=== Task item ===
Nothing but a full, exact copy of the data is needed.

*** Begin section ***

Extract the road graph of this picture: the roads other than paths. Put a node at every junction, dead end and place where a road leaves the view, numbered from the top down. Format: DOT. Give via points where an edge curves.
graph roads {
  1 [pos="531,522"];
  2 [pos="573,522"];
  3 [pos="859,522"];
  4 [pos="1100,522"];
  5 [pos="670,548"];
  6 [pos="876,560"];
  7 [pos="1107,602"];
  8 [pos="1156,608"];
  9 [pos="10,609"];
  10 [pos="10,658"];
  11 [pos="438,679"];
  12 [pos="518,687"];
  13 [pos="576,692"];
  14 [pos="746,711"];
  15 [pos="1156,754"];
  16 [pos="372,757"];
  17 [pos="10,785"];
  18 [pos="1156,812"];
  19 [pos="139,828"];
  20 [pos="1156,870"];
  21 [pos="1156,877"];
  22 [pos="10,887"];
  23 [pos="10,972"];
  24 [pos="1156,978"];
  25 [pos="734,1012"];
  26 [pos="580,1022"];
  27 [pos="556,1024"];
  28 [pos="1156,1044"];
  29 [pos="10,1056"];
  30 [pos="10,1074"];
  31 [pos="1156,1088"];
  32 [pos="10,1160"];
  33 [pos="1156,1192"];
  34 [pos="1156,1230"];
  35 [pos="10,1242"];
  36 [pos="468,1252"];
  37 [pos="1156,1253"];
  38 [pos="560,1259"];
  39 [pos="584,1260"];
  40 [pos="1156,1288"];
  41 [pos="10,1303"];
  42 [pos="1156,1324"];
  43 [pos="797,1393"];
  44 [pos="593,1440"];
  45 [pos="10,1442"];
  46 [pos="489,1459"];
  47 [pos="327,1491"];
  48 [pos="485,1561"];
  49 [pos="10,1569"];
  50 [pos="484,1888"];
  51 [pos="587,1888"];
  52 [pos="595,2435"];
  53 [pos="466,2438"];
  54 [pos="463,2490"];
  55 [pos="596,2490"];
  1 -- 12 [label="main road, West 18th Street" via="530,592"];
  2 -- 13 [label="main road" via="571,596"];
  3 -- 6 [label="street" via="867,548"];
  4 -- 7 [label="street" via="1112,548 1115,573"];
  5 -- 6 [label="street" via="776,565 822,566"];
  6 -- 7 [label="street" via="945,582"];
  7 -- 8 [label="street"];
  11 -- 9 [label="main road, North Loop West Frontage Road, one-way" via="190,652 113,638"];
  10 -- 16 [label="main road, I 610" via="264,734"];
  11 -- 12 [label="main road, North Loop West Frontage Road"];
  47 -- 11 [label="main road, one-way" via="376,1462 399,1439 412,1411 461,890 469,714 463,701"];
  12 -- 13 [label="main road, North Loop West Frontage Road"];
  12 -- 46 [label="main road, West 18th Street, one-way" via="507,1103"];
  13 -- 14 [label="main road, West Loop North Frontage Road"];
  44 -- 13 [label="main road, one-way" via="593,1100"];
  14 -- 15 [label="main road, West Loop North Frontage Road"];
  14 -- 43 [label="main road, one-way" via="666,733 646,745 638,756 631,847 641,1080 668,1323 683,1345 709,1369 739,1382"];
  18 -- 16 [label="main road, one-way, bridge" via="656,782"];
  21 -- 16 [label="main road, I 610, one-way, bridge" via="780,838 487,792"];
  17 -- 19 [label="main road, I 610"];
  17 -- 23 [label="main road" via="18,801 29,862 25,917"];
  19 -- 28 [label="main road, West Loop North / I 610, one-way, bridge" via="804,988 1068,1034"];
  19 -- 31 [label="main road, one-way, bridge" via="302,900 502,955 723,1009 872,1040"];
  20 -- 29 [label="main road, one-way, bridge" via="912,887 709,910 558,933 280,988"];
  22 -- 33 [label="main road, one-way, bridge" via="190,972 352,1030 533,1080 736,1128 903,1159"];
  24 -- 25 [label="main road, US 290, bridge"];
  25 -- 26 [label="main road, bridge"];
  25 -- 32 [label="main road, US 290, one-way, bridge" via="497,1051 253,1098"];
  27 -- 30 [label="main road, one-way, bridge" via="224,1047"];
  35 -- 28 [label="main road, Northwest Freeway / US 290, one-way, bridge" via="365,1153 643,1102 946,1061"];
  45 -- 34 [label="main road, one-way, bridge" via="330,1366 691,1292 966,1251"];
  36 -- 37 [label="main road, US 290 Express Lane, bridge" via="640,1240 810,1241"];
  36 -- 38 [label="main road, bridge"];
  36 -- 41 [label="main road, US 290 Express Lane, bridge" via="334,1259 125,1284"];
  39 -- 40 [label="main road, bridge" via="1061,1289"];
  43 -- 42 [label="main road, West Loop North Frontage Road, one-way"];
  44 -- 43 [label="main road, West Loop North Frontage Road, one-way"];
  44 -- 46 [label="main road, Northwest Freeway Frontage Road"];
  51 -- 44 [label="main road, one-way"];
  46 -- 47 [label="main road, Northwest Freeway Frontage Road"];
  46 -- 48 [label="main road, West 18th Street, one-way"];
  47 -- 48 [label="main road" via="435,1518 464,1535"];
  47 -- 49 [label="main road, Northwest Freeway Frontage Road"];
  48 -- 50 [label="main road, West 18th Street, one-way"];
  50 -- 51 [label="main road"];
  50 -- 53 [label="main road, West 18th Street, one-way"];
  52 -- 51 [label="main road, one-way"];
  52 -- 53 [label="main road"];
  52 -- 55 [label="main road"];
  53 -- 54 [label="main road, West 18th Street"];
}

*** End section ***

=== Written solution ===
Extract the road graph of this picture: the roads other than paths. Put a node at every junction, dead end and place where a road leaves the view, numbered from the top down. Format: DOT. Give via points where an edge curves.
graph roads {
  1 [pos="531,522"];
  2 [pos="573,522"];
  3 [pos="859,522"];
  4 [pos="1100,522"];
  5 [pos="670,548"];
  6 [pos="876,560"];
  7 [pos="1107,602"];
  8 [pos="1156,608"];
  9 [pos="10,609"];
  10 [pos="10,658"];
  11 [pos="438,679"];
  12 [pos="518,687"];
  13 [pos="576,692"];
  14 [pos="746,711"];
  15 [pos="1156,754"];
  16 [pos="372,757"];
  17 [pos="10,785"];
  18 [pos="1156,812"];
  19 [pos="139,828"];
  20 [pos="1156,870"];
  21 [pos="1156,877"];
  22 [pos="10,887"];
  23 [pos="10,972"];
  24 [pos="1156,978"];
  25 [pos="734,1012"];
  26 [pos="580,1022"];
  27 [pos="556,1024"];
  28 [pos="1156,1044"];
  29 [pos="10,1056"];
  30 [pos="10,1074"];
  31 [pos="1156,1088"];
  32 [pos="10,1160"];
  33 [pos="1156,1192"];
  34 [pos="1156,1230"];
  35 [pos="10,1242"];
  36 [pos="468,1252"];
  37 [pos="1156,1253"];
  38 [pos="560,1259"];
  39 [pos="584,1260"];
  40 [pos="1156,1288"];
  41 [pos="10,1303"];
  42 [pos="1156,1324"];
  43 [pos="797,1393"];
  44 [pos="593,1440"];
  45 [pos="10,1442"];
  46 [pos="489,1459"];
  47 [pos="327,1491"];
  48 [pos="485,1561"];
  49 [pos="10,1569"];
  50 [pos="484,1888"];
  51 [pos="587,1888"];
  52 [pos="595,2435"];
  53 [pos="466,2438"];
  54 [pos="463,2490"];
  55 [pos="596,2490"];
  1 -- 12 [label="main road, West 18th Street" via="530,592"];
  2 -- 13 [label="main road" via="571,596"];
  3 -- 6 [label="street" via="867,548"];
  4 -- 7 [label="street" via="1112,548 1115,573"];
  5 -- 6 [label="street" via="776,565 822,566"];
  6 -- 7 [label="street" via="945,582"];
  7 -- 8 [label="street"];
  11 -- 9 [label="main road, North Loop West Frontage Road, one-way" via="190,652 113,638"];
  10 -- 16 [label="main road, I 610" via="264,734"];
  11 -- 12 [label="main road, North Loop West Frontage Road"];
  47 -- 11 [label="main road, one-way" via="376,1462 399,1439 412,1411 461,890 469,714 463,701"];
  12 -- 13 [label="main road, North Loop West Frontage Road"];
  12 -- 46 [label="main road, West 18th Street, one-way" via="507,1103"];
  13 -- 14 [label="main road, West Loop North Frontage Road"];
  44 -- 13 [label="main road, one-way" via="593,1100"];
  14 -- 15 [label="main road, West Loop North Frontage Road"];
  14 -- 43 [label="main road, one-way" via="666,733 646,745 638,756 631,847 641,1080 668,1323 683,1345 709,1369 739,1382"];
  18 -- 16 [label="main road, one-way, bridge" via="656,782"];
  21 -- 16 [label="main road, I 610, one-way, bridge" via="780,838 487,792"];
  17 -- 19 [label="main road, I 610"];
  17 -- 23 [label="main road" via="18,801 29,862 25,917"];
  19 -- 28 [label="main road, West Loop North / I 610, one-way, bridge" via="804,988 1068,1034"];
  19 -- 31 [label="main road, one-way, bridge" via="302,900 502,955 723,1009 872,1040"];
  20 -- 29 [label="main road, one-way, bridge" via="912,887 709,910 558,933 280,988"];
  22 -- 33 [label="main road, one-way, bridge" via="190,972 352,1030 533,1080 736,1128 903,1159"];
  24 -- 25 [label="main road, US 290, bridge"];
  25 -- 26 [label="main road, bridge"];
  25 -- 32 [label="main road, US 290, one-way, bridge" via="497,1051 253,1098"];
  27 -- 30 [label="main road, one-way, bridge" via="224,1047"];
  35 -- 28 [label="main road, Northwest Freeway / US 290, one-way, bridge" via="365,1153 643,1102 946,1061"];
  45 -- 34 [label="main road, one-way, bridge" via="330,1366 691,1292 966,1251"];
  36 -- 37 [label="main road, US 290 Express Lane, bridge" via="640,1240 810,1241"];
  36 -- 38 [label="main road, bridge"];
  36 -- 41 [label="main road, US 290 Express Lane, bridge" via="334,1259 125,1284"];
  39 -- 40 [label="main road, bridge" via="1061,1289"];
  43 -- 42 [label="main road, West Loop North Frontage Road, one-way"];
  44 -- 43 [label="main road, West Loop North Frontage Road, one-way"];
  44 -- 46 [label="main road, Northwest Freeway Frontage Road"];
  51 -- 44 [label="main road, one-way"];
  46 -- 47 [label="main road, Northwest Freeway Frontage Road"];
  46 -- 48 [label="main road, West 18th Street, one-way"];
  47 -- 48 [label="main road" via="435,1518 464,1535"];
  47 -- 49 [label="main road, Northwest Freeway Frontage Road"];
  48 -- 50 [label="main road, West 18th Street, one-way"];
  50 -- 51 [label="main road"];
  50 -- 53 [label="main road, West 18th Street, one-way"];
  52 -- 51 [label="main road, one-way"];
  52 -- 53 [label="main road"];
  52 -- 55 [label="main road"];
  53 -- 54 [label="main road, West 18th Street"];
}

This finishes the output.